Retype the entries, please, from their first line to the line containing "Extract the road", exactly and only those lines, minus the pictures.

Records supplied:
■ ■ ■ ■

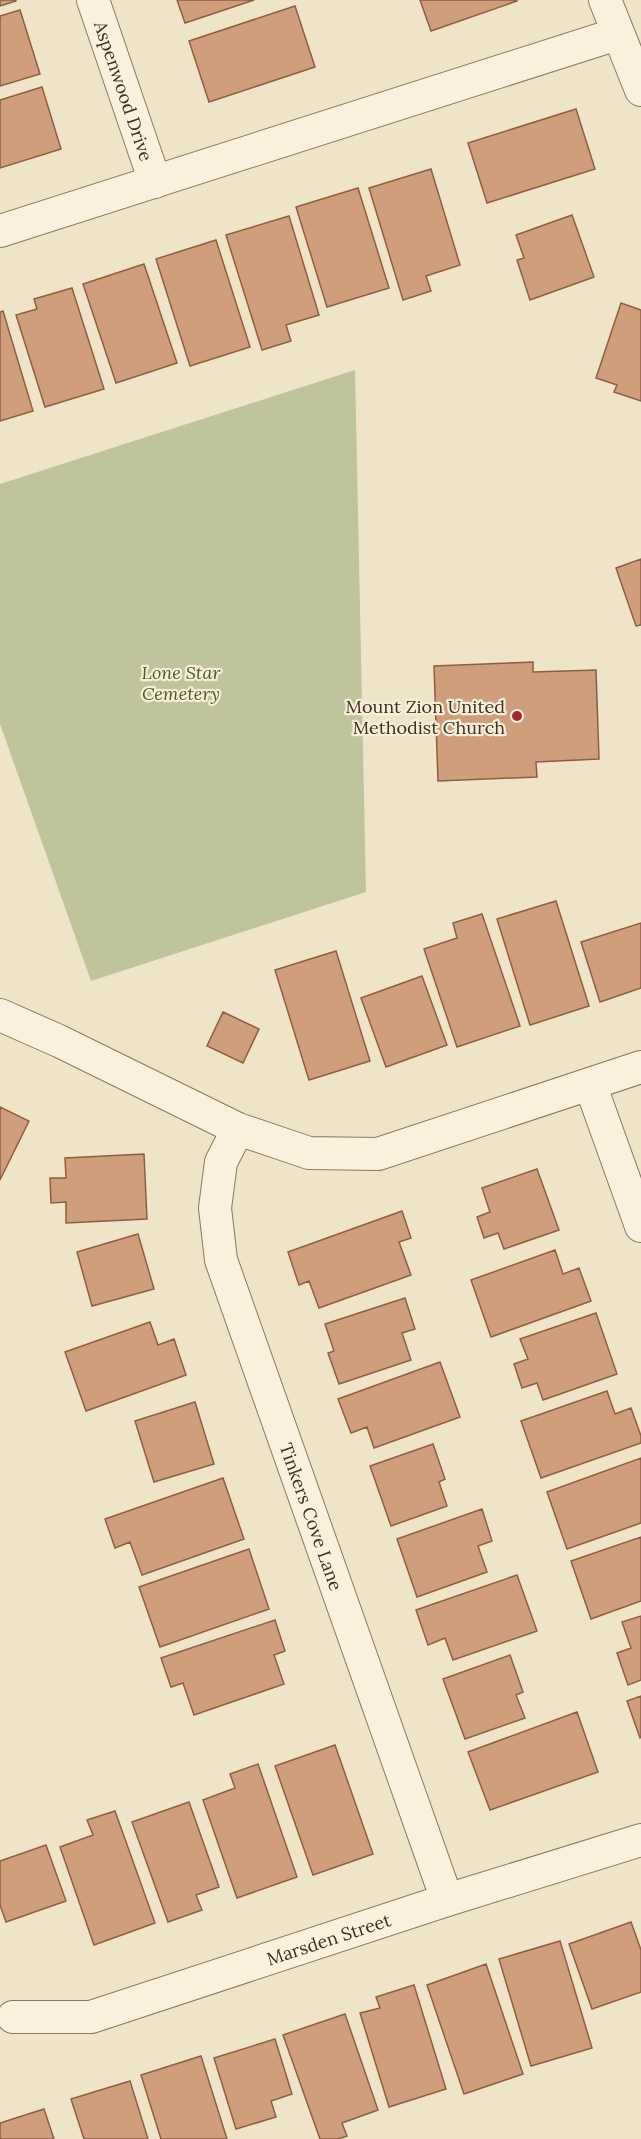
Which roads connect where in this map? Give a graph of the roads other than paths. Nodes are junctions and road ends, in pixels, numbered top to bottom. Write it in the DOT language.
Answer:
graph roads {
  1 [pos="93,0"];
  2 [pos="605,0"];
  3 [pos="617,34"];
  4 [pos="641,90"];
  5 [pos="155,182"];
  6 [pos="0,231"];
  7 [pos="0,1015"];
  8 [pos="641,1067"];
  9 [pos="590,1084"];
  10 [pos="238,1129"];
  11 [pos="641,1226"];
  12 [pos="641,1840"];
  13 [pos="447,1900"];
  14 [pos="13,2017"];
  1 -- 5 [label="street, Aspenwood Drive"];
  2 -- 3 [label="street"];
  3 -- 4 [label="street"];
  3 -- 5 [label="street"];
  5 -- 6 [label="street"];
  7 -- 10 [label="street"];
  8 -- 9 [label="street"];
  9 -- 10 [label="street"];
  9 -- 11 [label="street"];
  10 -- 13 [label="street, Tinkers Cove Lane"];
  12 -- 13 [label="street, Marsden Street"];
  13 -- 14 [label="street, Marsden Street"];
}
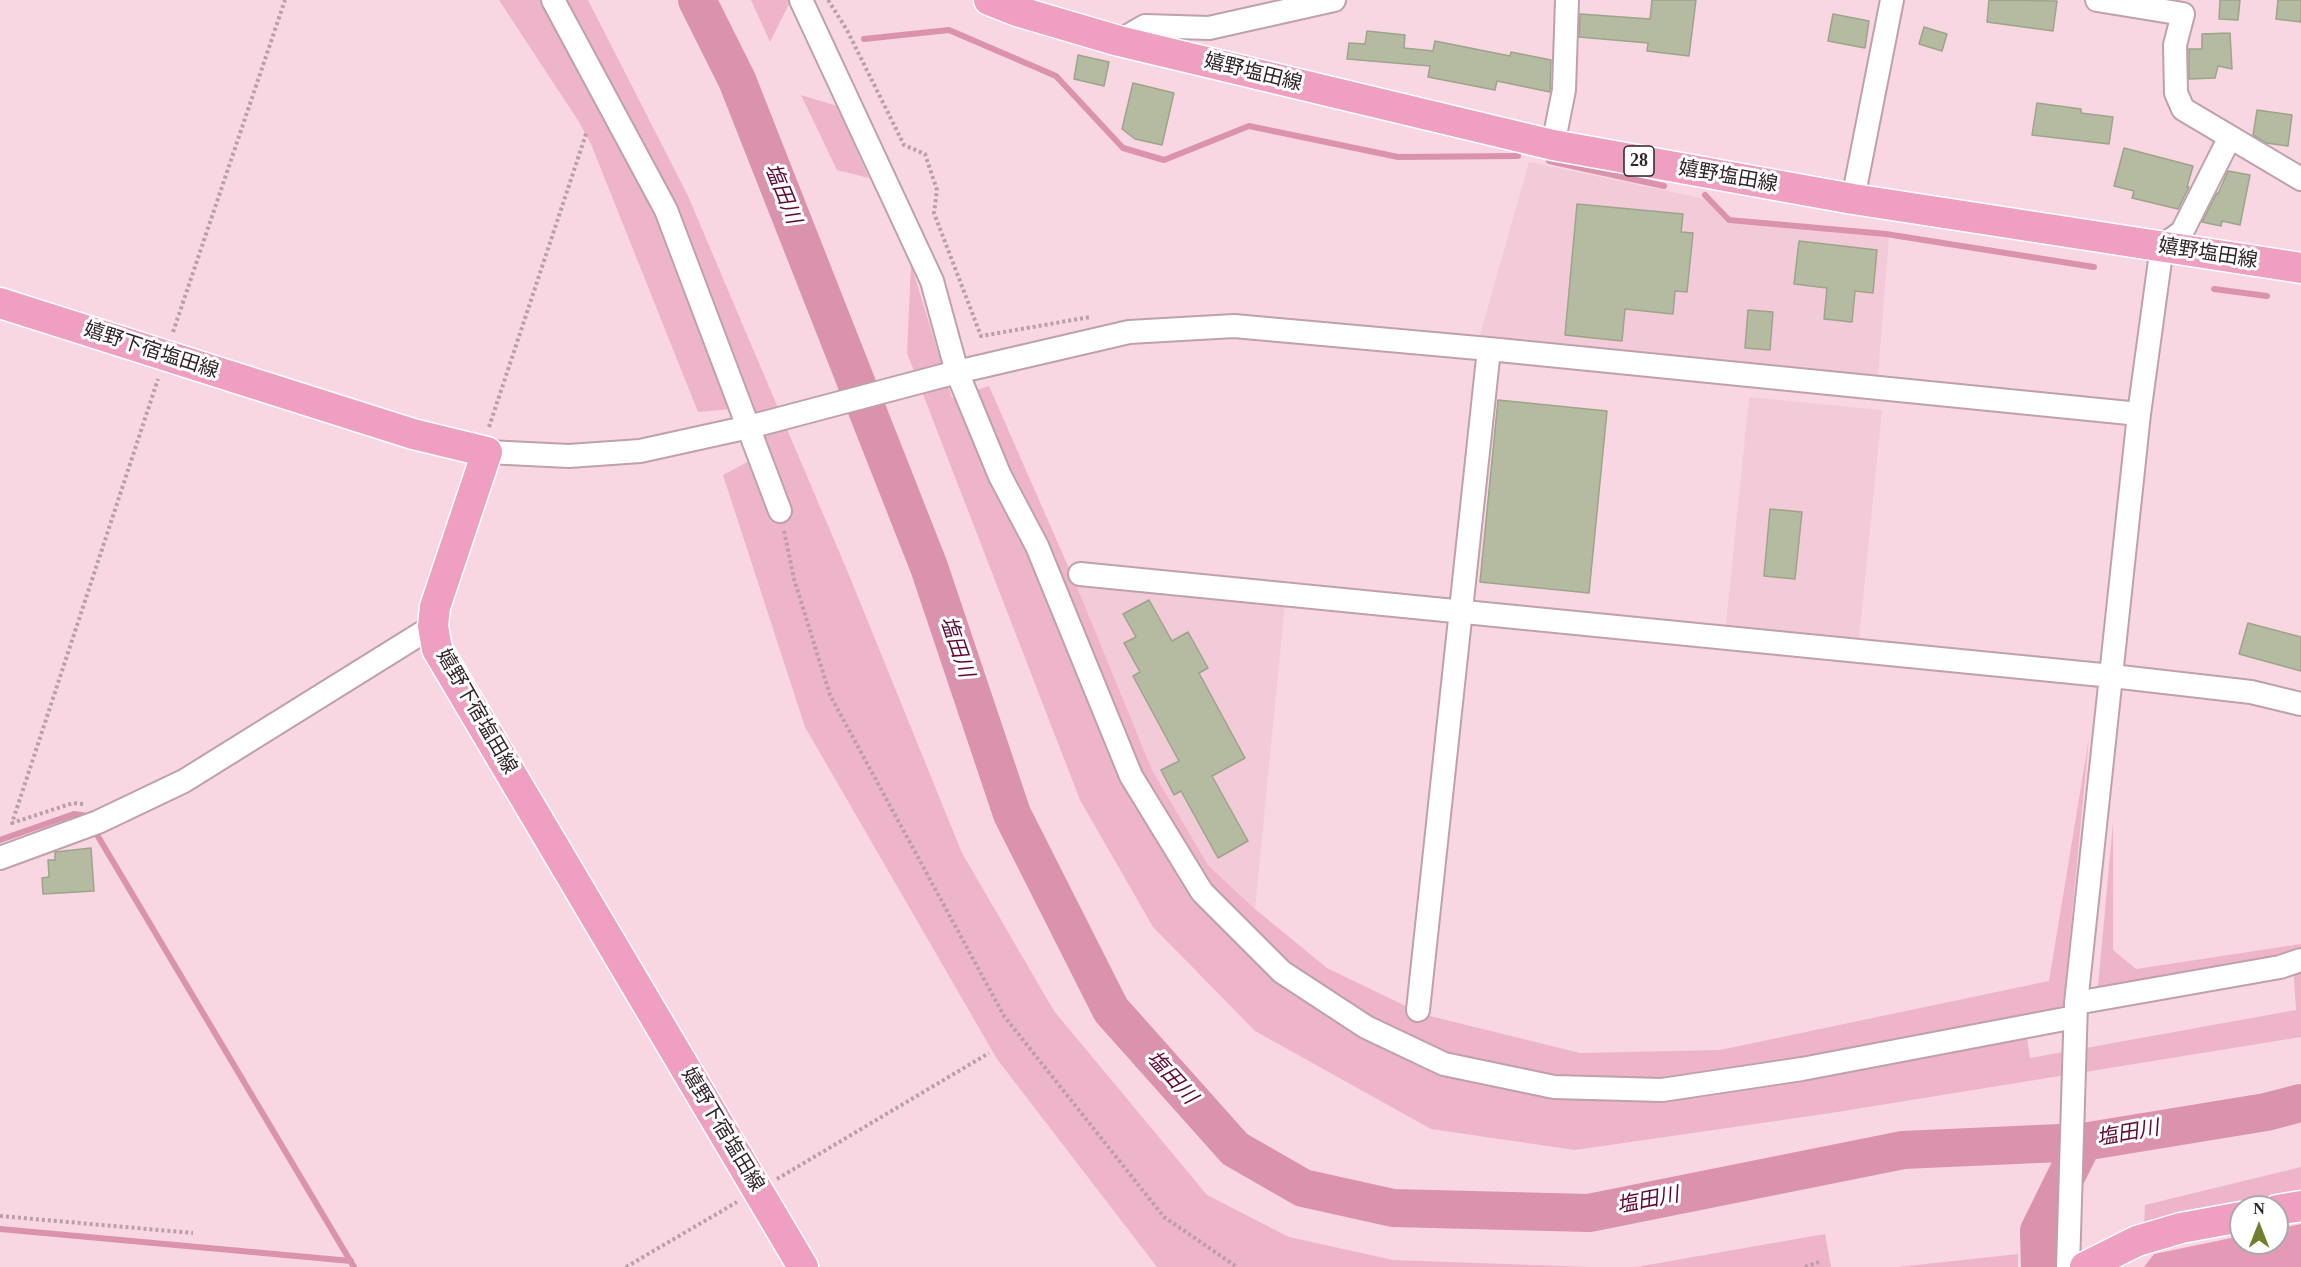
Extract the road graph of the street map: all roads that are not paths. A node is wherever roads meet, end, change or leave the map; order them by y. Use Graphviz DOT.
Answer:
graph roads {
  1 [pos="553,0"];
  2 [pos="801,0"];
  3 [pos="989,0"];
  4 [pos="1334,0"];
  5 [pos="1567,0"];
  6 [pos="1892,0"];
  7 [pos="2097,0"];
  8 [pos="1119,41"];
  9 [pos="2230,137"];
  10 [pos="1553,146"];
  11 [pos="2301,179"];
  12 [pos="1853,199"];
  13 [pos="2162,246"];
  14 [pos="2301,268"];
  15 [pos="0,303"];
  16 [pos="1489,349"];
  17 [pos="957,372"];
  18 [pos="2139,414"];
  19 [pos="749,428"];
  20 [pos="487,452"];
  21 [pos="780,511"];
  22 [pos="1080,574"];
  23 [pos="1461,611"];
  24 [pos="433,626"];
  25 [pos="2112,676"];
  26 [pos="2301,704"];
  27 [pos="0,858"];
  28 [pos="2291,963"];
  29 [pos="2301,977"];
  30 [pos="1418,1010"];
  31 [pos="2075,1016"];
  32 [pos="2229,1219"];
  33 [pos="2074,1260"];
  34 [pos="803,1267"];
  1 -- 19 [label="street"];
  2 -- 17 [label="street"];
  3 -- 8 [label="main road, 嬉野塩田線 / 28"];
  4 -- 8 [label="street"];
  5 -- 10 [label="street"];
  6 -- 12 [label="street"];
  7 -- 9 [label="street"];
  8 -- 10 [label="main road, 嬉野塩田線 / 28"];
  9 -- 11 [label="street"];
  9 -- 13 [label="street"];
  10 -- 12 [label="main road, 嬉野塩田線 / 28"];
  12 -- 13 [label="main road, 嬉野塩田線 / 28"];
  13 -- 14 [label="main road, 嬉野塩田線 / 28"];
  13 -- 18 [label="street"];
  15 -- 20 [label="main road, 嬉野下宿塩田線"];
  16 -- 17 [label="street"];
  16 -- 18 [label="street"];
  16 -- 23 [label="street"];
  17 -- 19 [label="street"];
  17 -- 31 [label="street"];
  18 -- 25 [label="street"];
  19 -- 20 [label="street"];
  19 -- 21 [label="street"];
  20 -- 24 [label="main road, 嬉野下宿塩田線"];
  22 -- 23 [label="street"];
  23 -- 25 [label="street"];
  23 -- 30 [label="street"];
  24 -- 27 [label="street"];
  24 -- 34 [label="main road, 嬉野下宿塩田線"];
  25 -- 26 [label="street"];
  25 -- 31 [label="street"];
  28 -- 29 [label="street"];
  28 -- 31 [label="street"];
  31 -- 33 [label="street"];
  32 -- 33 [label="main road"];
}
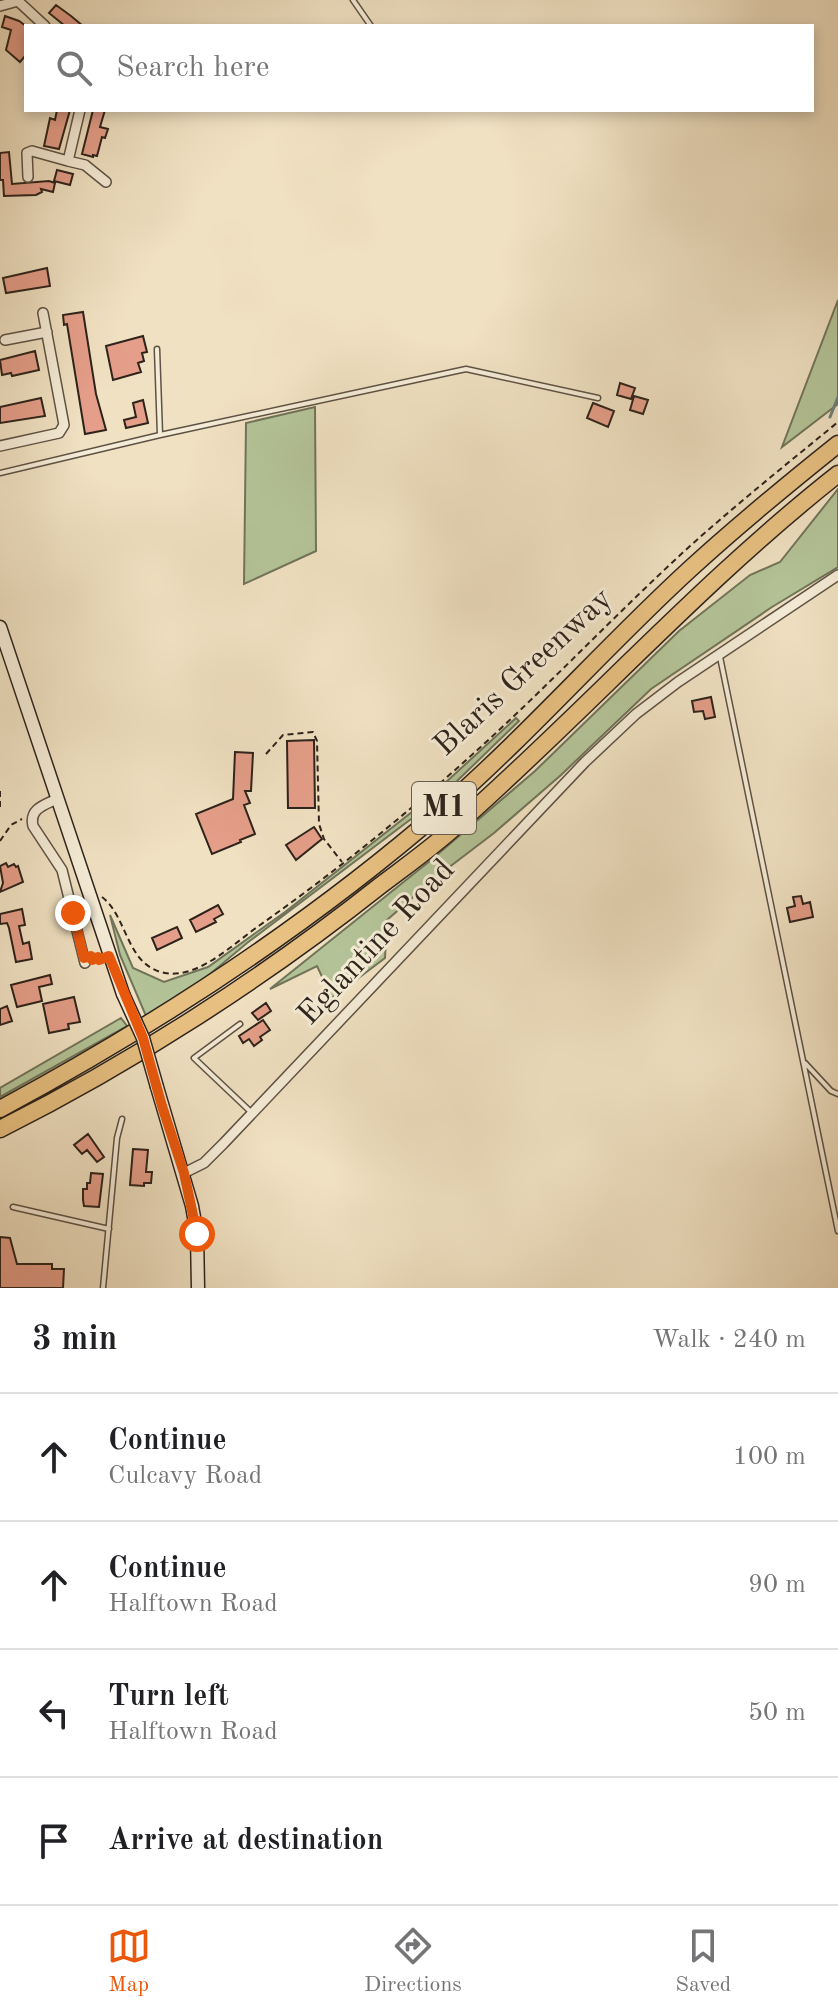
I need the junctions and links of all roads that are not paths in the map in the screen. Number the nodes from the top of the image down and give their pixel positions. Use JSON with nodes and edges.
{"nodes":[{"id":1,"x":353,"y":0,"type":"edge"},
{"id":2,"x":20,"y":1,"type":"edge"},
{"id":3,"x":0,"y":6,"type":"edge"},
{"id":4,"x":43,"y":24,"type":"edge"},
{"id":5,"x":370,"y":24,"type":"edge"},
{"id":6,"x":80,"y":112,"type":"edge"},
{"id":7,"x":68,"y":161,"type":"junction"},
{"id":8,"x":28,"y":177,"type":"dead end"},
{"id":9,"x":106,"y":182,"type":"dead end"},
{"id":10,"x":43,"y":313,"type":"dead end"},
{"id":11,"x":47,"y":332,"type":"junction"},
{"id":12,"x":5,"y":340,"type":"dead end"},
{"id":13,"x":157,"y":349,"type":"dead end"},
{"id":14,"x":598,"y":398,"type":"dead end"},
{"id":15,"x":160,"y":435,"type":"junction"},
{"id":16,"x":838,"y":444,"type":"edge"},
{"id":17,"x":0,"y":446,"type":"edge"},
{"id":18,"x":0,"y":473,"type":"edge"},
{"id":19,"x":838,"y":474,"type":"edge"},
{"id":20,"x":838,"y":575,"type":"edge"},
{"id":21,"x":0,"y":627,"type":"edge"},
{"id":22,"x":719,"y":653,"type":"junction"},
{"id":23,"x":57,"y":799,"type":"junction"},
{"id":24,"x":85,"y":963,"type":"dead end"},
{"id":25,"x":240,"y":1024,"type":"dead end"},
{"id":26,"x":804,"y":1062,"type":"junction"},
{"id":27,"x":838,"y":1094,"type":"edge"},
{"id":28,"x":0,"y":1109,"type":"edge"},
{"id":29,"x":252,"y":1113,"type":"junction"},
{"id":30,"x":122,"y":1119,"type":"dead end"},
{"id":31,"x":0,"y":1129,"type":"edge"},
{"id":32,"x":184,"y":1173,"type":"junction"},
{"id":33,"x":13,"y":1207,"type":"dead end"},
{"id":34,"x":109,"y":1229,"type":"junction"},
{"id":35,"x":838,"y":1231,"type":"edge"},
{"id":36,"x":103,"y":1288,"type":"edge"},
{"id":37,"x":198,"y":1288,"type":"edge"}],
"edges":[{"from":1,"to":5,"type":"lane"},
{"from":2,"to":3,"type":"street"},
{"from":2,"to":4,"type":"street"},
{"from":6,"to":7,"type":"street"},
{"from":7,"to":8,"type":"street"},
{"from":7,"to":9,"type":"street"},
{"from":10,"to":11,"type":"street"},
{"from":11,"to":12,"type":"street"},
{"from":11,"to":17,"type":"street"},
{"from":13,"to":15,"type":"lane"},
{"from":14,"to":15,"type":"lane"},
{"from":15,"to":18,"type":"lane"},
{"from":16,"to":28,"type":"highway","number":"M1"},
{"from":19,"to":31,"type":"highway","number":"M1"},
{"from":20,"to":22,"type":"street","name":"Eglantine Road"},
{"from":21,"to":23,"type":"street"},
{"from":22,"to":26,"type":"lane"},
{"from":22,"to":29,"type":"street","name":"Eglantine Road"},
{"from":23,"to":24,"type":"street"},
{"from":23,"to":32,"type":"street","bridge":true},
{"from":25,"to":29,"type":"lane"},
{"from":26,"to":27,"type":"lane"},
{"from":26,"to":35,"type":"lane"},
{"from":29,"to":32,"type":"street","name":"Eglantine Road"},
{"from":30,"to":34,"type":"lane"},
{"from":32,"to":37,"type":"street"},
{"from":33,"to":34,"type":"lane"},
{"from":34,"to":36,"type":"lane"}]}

■ ■ ■ ■

Exercise response:
Which roads connect where in this map? Give a graph of the roads other than paths. Nodes are junctions and road ends, in pixels, numbered top to bottom. Write it in the DOT language.
Answer:
graph roads {
  1 [pos="93,0"];
  2 [pos="605,0"];
  3 [pos="617,34"];
  4 [pos="641,90"];
  5 [pos="155,182"];
  6 [pos="0,231"];
  7 [pos="0,1015"];
  8 [pos="641,1067"];
  9 [pos="590,1084"];
  10 [pos="238,1129"];
  11 [pos="641,1226"];
  12 [pos="641,1840"];
  13 [pos="447,1900"];
  14 [pos="13,2017"];
  1 -- 5 [label="street, Aspenwood Drive"];
  2 -- 3 [label="street"];
  3 -- 4 [label="street"];
  3 -- 5 [label="street"];
  5 -- 6 [label="street"];
  7 -- 10 [label="street"];
  8 -- 9 [label="street"];
  9 -- 10 [label="street"];
  9 -- 11 [label="street"];
  10 -- 13 [label="street, Tinkers Cove Lane"];
  12 -- 13 [label="street, Marsden Street"];
  13 -- 14 [label="street, Marsden Street"];
}
Extract the road graph of the street map: all roads that are not paths. A node is wherever roads meet, end, change or leave the map; order them by y. Use Graphviz DOT.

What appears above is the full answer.